Excerpt of The Price of Indiscretion by Cathy Maxwell

Chapter One

1805

"No, I absolutely will not do it," Miranda Cameron told her sisters, Charlotte and Constance. "I don't want to marry." She attempted to yank her arm away from her oldest sister's hold and hurry out the door, but Charlotte held fast.

They stood in the entrance hallway of Beardsley's, a popular but respectable inn located close to the New York docks, where Charlotte had caught Miranda before she could bolt out the door. A group of men had to squeeze by them on their way to the taproom. Aware of the curious glances, Charlotte pulled Miranda into a corner, so as to shield their conversation from prying ears, and replied, "You must go. If you don't, we shall never amount to anything. We are the granddaughters of an earl -- "

"One who drank and gambled his fortune away," Miranda shot back.

"As if the rest of them don't?" Charlotte said.

"How would you know?" Miranda challenged. "We've lived our lives in the Ohio Valley, not London. This is the farthest either of us has ever traveled."

"I listen to everything I can about the nobility," her sister answered. "I ask questions and remember everything Mother told us—"

"I remember, too," Miranda said, stung by the implied accusation that she could have forgotten their mother in any way.

"Then you know what she wanted for us," Charlotte said. "Constance was too young when she died, but you know."

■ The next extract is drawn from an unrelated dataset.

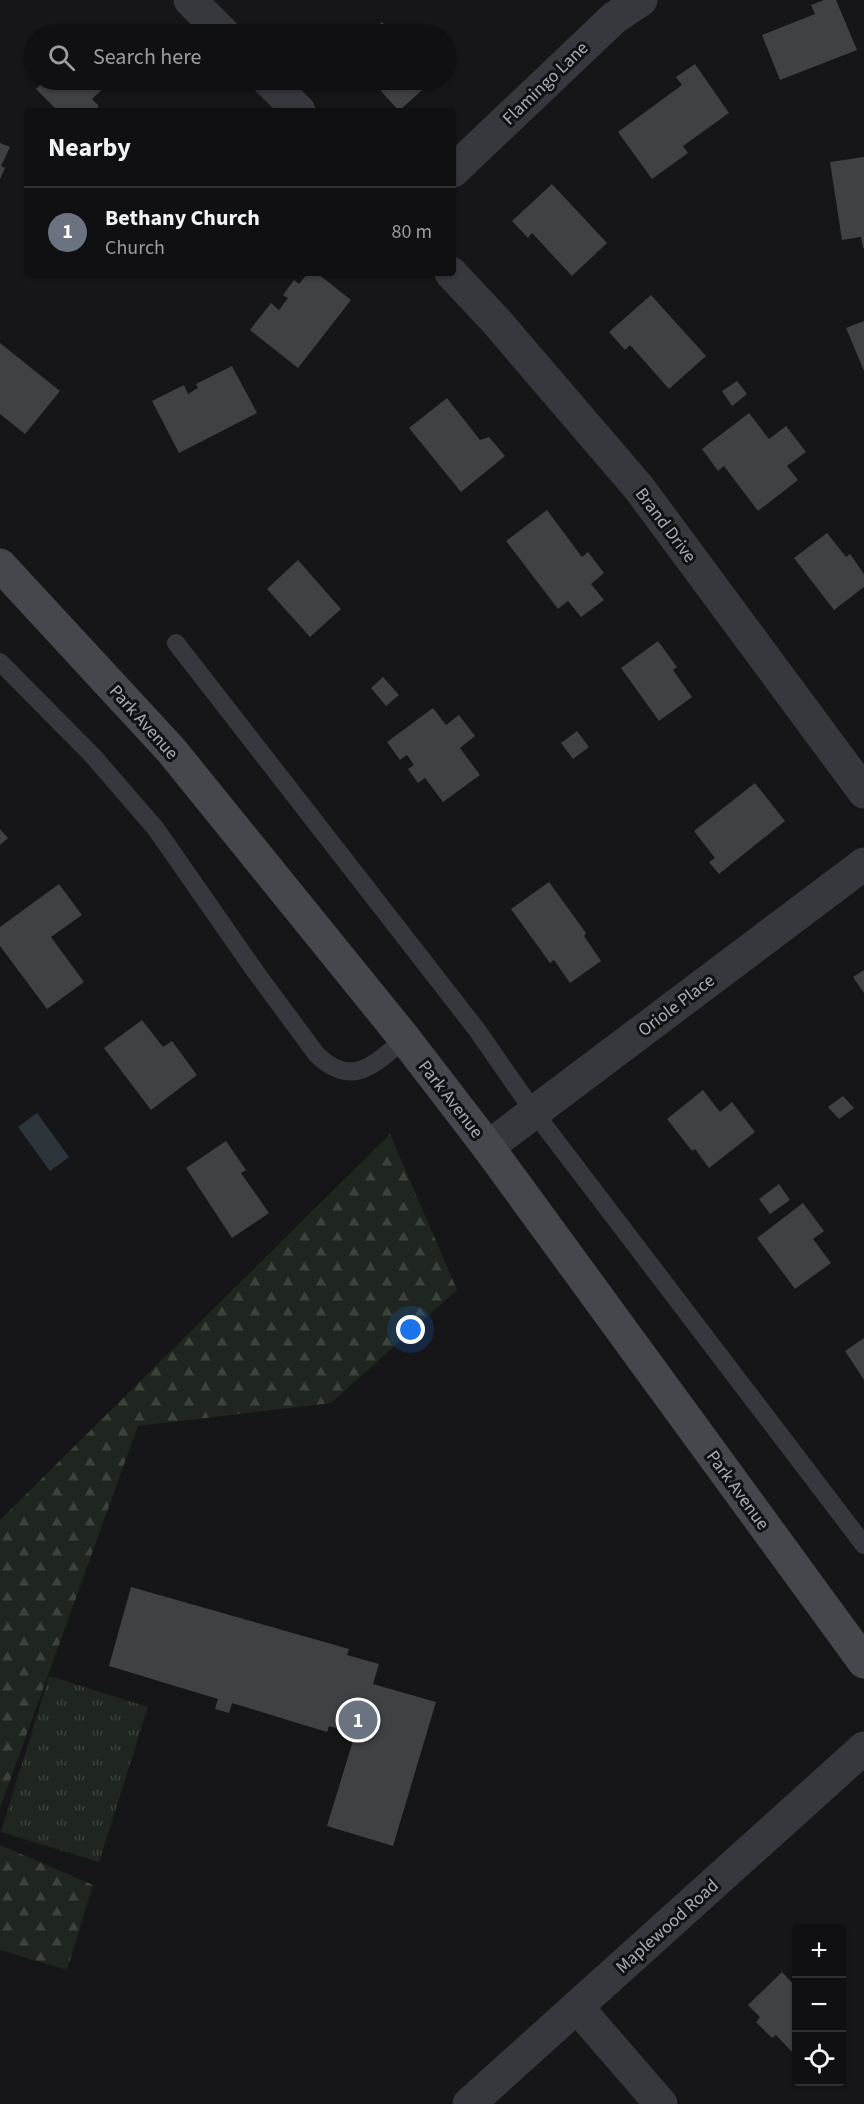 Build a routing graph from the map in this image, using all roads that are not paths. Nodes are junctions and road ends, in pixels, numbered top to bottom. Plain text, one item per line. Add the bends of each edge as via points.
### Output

Miranda did know. Their mother, who had died in an Indian raid fifteen years earlier, had never wanted them to forget they had the blood of the Conqueror flowing through their veins.

"She'd have wanted us to return to London, to find proper husbands," Charlotte said.

"But I thought Mother and Papa were a love match? I thought they were happy," Constance said. She was nineteen, the youngest. Charlotte and Miranda were twenty- six and twenty-five, and only ten months apart.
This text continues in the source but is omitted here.